Top of Data for processing

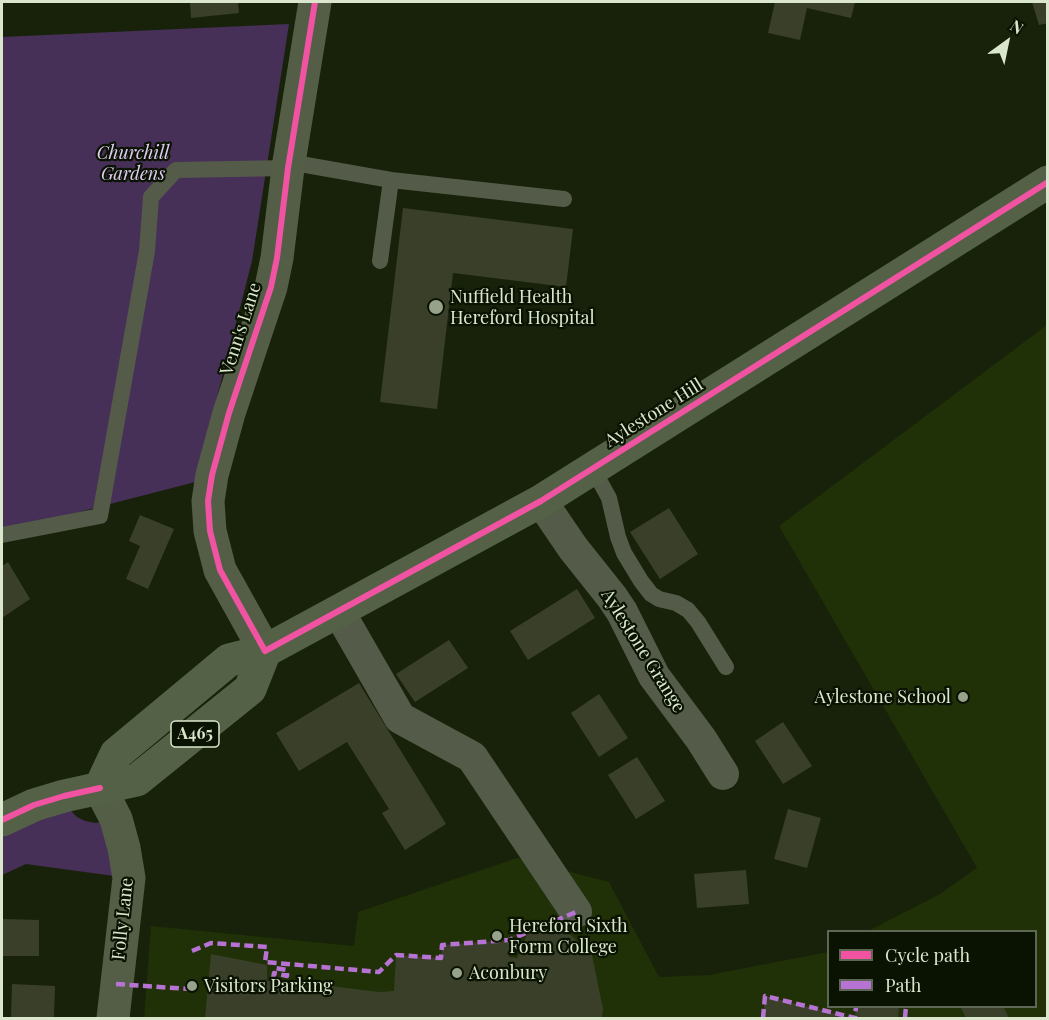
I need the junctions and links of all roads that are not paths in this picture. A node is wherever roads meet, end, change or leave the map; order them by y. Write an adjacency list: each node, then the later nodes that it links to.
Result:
1 (315, 2): 2 (street, Venn's Lane)
2 (289, 165): 3 (lane); 9 (lane); 11 (street, Venn's Lane)
3 (391, 180): 5 (lane); 6 (lane)
4 (1047, 182): 7 (highway, Aylestone Hill / A465)
5 (564, 199)
6 (380, 261)
7 (593, 469): 8 (highway, Aylestone Hill / A465); 12 (lane)
8 (541, 501): 10 (highway, Aylestone Hill / A465); 13 (street, Aylestone Grange)
9 (2, 535)
10 (339, 612): 11 (highway, Aylestone Hill / A465); 16 (street)
11 (265, 651): 14 (highway, Aylestone Hill / A465)
12 (726, 667)
13 (723, 774)
14 (100, 788): 15 (highway); 17 (street, Folly Lane)
15 (2, 820)
16 (576, 912)
17 (113, 1018)

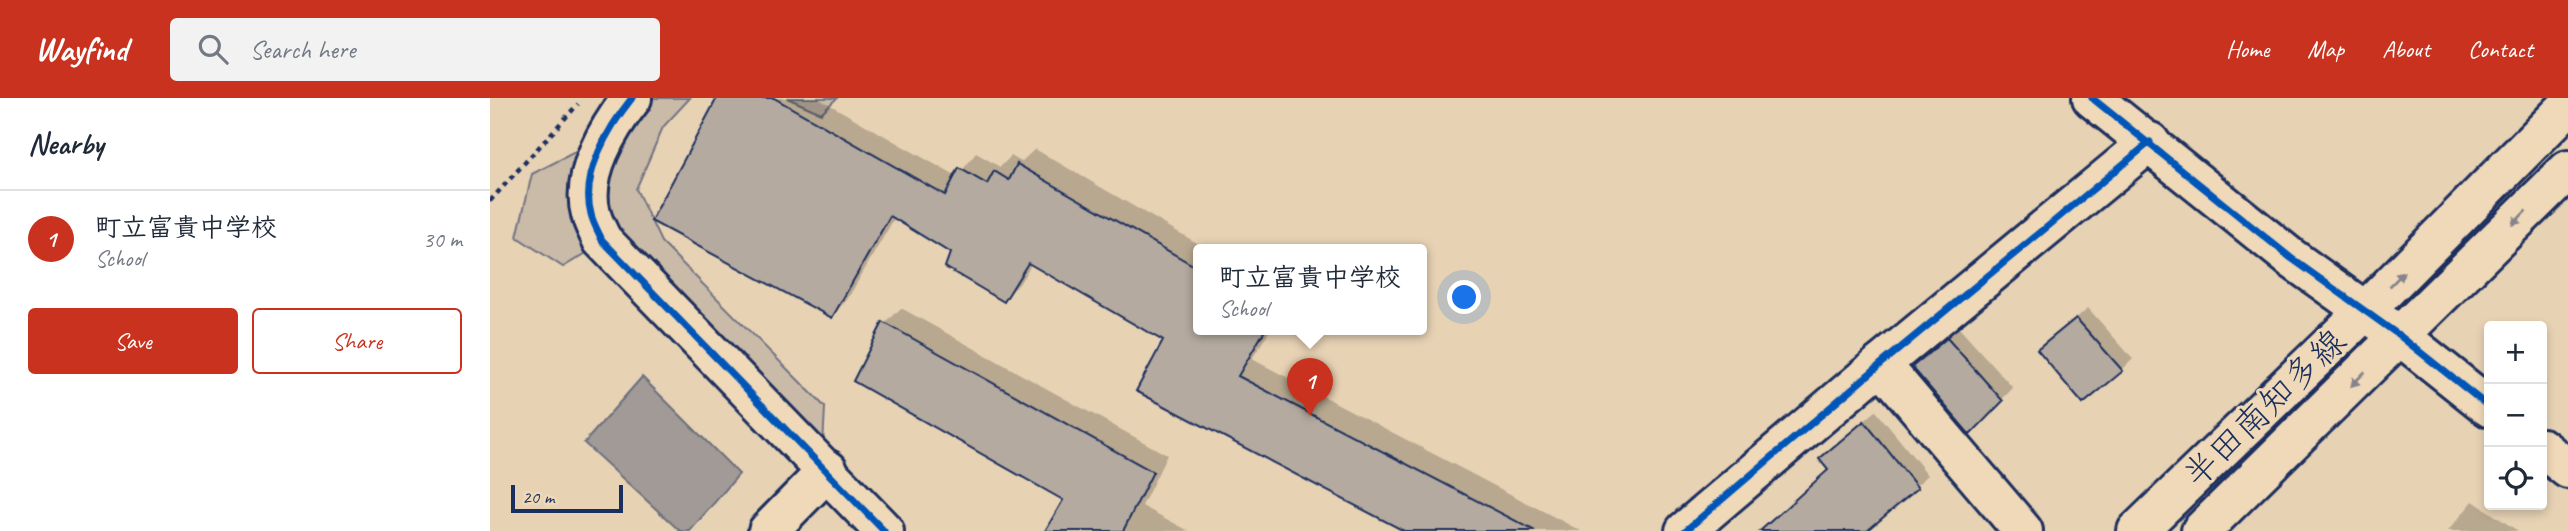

Bottom of Data for processing

◆ **Work to complete**: Each line above must be set down exactly, though no picture should be carried over.

◆ **Answer to this exercise**:
I need the junctions and links of all roads that are not paths in this picture. A node is wherever roads meet, end, change or leave the map; order them by y. Write an adjacency list: each node, then the later nodes that it links to.
Result:
1 (315, 2): 2 (street, Venn's Lane)
2 (289, 165): 3 (lane); 9 (lane); 11 (street, Venn's Lane)
3 (391, 180): 5 (lane); 6 (lane)
4 (1047, 182): 7 (highway, Aylestone Hill / A465)
5 (564, 199)
6 (380, 261)
7 (593, 469): 8 (highway, Aylestone Hill / A465); 12 (lane)
8 (541, 501): 10 (highway, Aylestone Hill / A465); 13 (street, Aylestone Grange)
9 (2, 535)
10 (339, 612): 11 (highway, Aylestone Hill / A465); 16 (street)
11 (265, 651): 14 (highway, Aylestone Hill / A465)
12 (726, 667)
13 (723, 774)
14 (100, 788): 15 (highway); 17 (street, Folly Lane)
15 (2, 820)
16 (576, 912)
17 (113, 1018)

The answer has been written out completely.